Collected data

Content starts

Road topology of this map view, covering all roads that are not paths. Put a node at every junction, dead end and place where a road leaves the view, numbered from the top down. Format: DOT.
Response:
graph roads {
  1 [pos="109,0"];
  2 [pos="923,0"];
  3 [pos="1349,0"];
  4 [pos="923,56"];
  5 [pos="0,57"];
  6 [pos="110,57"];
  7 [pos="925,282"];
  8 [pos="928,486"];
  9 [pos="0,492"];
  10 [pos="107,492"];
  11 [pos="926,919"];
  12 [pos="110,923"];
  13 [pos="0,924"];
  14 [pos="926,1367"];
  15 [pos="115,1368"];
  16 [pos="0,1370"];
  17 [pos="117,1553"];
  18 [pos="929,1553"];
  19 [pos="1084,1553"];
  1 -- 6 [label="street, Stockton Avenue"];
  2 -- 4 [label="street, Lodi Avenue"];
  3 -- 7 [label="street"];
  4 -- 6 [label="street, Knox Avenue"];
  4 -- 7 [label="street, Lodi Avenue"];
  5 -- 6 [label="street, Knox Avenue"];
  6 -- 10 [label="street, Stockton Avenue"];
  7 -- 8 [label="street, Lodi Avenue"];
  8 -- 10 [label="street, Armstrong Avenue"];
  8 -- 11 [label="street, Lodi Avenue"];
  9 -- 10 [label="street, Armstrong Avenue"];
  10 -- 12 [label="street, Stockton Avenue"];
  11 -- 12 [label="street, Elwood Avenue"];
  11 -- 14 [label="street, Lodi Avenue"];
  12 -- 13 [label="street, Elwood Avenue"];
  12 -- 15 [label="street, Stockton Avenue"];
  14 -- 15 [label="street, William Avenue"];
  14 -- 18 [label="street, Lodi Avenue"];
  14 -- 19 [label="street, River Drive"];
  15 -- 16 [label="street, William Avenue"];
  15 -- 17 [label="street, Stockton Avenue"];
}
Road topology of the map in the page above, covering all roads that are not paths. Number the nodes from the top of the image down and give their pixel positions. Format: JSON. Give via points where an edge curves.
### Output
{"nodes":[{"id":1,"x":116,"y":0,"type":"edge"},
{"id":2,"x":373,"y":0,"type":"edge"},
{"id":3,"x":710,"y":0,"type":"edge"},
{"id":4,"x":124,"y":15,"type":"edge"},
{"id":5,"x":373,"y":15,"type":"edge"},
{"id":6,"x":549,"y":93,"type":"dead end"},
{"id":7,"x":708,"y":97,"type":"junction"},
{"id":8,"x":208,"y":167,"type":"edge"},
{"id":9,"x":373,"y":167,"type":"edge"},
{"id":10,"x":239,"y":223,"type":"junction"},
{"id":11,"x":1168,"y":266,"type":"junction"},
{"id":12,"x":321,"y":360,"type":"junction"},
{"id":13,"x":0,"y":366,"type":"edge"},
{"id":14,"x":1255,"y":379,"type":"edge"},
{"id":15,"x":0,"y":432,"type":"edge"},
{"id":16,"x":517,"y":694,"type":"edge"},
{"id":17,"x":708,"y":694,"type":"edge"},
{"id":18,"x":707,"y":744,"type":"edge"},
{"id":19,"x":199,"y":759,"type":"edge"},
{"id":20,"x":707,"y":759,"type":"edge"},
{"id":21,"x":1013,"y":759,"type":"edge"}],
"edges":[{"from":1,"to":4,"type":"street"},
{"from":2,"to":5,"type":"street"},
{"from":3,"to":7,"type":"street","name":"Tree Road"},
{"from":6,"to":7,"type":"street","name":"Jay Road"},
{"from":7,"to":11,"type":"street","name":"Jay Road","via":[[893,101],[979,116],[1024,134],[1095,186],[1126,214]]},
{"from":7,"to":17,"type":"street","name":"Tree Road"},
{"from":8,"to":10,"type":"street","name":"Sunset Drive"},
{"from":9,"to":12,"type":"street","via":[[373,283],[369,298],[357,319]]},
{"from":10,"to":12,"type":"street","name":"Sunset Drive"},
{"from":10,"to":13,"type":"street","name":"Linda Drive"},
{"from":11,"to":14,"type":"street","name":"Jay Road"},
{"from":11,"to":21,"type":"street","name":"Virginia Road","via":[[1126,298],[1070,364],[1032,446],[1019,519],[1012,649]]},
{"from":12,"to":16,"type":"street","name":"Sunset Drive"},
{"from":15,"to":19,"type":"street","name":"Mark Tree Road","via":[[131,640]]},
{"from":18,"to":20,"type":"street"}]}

Content ends

> DESCRIPTION OF THE TASK:
Pull out every line above that holds the word "down".

> EXERCISE SOLUTION:
Road topology of this map view, covering all roads that are not paths. Put a node at every junction, dead end and place where a road leaves the view, numbered from the top down. Format: DOT.
Road topology of the map in the page above, covering all roads that are not paths. Number the nodes from the top of the image down and give their pixel positions. Format: JSON. Give via points where an edge curves.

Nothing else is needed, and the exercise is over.